Kir pas içinde ve hırpani kılıkta bir IŞİD üyesinin derdest edilmiş halde fotoğrafını gördüğümde pek merakımı celp etmedi veya kamçılamadı. Olağan fotoğraftır diye oralı olmadım. Lakin daha sonra geri dönüp baktığımda, haber bültenlerinde haberini dinleyince irkildim, meseleye pür dikkat kesildim! Zira bu kıymet atfetmediğim fotoğraf, ispatlamakta zorlandığımız mühim bir şeyi ispatlıyordu. IŞİD, hiçbir zaman IŞİD'den ibaret olmamıştır. IŞİD içinde başka IŞİD'ler vardır. Duman tüten silah veya cürmü meşhut hali yani suçüstü fotoğrafı da bunu ispatlıyor. IŞİD'in selefi olan Kaide de bir marka haline gelmişti ve herkesin kendisine has Kaidesi vardı. Ali Abdullah Salih, İran vesaire kurulu düzenler de ortalığı karıştırmak, sonrasında durumdan vazife çıkarmak için bu tür tanınmış markalara fason imalat yapıyorlardı. 1990'lı yıllarda Batılıların onlarca hatta yüzlerce bu tarz fason 'İslami örgüt' ürettiklerine dair haberler okumuş ve vaktiyle bunlara değinmiştik.
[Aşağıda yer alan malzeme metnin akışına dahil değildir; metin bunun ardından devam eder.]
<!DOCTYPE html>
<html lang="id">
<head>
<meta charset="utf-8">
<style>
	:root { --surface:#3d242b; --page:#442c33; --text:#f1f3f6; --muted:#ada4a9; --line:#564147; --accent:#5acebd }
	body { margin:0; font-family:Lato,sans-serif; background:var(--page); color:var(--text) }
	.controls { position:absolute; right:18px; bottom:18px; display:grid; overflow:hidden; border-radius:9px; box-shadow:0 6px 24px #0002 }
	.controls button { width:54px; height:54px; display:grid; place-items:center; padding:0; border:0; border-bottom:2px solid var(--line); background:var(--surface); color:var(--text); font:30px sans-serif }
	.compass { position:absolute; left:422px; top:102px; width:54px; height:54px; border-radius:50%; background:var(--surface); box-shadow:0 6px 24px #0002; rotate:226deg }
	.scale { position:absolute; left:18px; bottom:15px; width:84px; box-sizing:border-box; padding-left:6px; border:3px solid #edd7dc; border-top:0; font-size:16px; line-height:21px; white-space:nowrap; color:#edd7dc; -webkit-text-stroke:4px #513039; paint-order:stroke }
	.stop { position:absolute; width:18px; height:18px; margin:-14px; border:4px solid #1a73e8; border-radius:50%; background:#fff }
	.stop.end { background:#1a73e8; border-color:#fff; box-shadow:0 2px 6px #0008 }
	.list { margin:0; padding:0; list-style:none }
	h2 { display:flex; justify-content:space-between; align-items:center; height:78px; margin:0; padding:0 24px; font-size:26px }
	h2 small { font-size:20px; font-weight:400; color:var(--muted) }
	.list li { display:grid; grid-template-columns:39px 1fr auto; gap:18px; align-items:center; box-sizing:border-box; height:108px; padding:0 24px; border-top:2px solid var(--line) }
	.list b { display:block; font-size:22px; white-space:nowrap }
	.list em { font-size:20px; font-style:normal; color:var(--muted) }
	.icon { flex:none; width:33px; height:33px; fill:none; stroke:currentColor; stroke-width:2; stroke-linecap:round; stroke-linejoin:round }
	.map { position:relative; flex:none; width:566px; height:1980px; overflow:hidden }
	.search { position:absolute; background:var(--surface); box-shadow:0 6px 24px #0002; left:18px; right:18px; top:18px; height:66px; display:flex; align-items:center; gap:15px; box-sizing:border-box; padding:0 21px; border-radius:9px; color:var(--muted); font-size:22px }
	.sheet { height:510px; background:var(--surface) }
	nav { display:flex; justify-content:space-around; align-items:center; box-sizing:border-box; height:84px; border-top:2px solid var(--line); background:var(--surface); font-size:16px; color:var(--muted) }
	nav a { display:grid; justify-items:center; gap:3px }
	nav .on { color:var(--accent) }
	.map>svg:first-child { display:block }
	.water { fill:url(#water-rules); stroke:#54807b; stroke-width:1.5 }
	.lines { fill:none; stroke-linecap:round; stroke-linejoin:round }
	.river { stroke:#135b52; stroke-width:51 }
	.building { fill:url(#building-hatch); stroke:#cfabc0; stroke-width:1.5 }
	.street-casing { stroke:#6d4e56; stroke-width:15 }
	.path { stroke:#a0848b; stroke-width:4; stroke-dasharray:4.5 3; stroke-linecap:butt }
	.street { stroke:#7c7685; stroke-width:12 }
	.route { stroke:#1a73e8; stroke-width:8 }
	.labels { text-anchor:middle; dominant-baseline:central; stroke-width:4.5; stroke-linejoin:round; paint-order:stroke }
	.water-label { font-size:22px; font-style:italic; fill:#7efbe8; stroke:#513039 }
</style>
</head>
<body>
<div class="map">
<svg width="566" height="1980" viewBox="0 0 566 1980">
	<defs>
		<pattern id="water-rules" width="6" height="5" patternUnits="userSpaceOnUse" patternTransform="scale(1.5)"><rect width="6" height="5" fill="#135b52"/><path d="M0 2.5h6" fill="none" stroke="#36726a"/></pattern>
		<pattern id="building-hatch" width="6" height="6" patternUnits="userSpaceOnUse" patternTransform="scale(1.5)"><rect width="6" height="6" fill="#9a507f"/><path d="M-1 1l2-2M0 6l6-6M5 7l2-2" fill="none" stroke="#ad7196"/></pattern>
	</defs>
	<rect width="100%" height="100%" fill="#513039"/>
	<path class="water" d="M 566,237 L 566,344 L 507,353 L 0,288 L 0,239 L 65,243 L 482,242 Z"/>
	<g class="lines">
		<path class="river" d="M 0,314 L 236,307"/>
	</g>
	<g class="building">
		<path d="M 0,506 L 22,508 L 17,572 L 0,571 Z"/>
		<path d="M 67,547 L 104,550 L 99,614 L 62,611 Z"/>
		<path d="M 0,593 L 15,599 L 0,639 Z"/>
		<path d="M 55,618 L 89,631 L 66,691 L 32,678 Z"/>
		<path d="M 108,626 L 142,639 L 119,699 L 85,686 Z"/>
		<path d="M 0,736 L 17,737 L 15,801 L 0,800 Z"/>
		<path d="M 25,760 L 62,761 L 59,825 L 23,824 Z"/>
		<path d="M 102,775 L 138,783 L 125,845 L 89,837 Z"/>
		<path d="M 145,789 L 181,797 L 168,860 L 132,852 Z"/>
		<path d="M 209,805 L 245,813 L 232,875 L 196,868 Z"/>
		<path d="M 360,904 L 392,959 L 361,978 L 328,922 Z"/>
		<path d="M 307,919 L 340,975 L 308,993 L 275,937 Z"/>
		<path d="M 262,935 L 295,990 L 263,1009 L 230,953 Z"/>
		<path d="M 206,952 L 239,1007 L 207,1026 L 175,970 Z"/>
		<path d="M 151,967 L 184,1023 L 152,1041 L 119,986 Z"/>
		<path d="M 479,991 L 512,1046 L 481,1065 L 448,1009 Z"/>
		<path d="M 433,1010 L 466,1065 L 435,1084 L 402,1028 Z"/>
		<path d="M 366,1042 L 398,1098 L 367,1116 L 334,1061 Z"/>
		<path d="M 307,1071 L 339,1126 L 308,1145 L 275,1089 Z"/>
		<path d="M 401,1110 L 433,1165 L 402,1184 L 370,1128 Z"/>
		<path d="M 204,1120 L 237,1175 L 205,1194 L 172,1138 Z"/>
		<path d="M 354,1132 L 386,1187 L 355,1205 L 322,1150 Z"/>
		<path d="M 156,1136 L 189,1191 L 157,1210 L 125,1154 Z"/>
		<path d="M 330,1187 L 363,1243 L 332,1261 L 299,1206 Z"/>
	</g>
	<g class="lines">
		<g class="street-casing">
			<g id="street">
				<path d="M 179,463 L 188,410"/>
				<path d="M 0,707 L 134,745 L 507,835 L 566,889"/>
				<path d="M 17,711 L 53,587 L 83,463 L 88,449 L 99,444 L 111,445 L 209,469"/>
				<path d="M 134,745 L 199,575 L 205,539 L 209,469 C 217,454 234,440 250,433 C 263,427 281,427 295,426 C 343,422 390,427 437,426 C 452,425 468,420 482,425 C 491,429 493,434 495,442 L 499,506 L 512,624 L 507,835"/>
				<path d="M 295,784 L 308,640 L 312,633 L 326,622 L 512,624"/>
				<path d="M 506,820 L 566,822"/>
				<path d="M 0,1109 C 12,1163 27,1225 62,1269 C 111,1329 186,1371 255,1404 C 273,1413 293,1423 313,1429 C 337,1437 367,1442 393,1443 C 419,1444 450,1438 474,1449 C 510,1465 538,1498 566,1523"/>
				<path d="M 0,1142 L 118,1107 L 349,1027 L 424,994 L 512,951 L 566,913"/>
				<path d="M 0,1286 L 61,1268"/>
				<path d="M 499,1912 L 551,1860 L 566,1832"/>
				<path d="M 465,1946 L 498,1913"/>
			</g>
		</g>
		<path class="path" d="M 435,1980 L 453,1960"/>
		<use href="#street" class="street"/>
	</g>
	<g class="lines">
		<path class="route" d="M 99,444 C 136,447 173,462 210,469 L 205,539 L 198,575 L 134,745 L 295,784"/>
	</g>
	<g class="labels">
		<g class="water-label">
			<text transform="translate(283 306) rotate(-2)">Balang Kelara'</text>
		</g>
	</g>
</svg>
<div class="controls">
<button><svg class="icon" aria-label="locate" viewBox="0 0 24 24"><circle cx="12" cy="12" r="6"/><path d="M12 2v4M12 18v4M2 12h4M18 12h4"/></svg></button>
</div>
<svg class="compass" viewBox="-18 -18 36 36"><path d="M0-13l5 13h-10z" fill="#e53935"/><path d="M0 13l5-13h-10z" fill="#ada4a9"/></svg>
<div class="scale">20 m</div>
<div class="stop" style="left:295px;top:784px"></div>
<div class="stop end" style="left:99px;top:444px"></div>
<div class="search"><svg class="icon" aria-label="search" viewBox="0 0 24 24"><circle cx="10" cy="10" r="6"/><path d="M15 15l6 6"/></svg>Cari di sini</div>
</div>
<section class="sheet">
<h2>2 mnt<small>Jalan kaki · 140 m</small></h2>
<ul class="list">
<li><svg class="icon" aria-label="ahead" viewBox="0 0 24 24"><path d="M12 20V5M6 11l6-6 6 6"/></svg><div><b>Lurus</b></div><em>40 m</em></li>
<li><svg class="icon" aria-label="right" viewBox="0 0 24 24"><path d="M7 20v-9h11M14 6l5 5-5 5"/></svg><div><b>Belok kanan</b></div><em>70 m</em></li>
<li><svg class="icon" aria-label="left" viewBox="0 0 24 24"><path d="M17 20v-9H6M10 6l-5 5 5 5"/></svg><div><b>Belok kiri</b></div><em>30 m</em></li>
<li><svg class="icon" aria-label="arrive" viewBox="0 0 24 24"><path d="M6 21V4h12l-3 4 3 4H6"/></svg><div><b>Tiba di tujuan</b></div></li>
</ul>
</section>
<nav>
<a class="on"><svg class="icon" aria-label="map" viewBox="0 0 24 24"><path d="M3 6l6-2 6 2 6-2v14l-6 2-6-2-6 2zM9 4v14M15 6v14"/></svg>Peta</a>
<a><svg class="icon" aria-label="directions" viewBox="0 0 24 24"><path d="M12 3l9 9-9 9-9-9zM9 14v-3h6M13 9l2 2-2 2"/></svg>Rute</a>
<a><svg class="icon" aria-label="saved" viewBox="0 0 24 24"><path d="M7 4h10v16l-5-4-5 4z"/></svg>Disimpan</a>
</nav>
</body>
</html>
Bunların illa ki dindar olması da gerekmiyor. Sözgelimi Ebu Nidal adıyla bilinen örgütün lideri Sabri el- Benna Patrick Seale'in tabiriyle kiralık silah olarak tanımlanmış ve damgalanmıştı. Terör meselesi veya terörle mücadele meselesi İslam'la mücadele biçimlerinden birisi haline gelmiş ve getirilmiştir. Daha Soğuk savaş yıllarında bunun temelleri atılmıştı. 1999 Savaşsız Zafer (Victory Without War 1999)adlı eserinde Nixon meselenin bam teline parmak basmış ve Soğuk Savaşı kazandıktan sonra İslam dünyasındaki devin uyanışını bastırmak için bir taraftan eski düşmanları Rusya ile ortaklık kurarken diğer taraftan da IŞİD tarzı örgütlerin yüzeye çıkacaklarını veya imalatlarını öngörmüştür. 11 Eylül böylesine bir milattır.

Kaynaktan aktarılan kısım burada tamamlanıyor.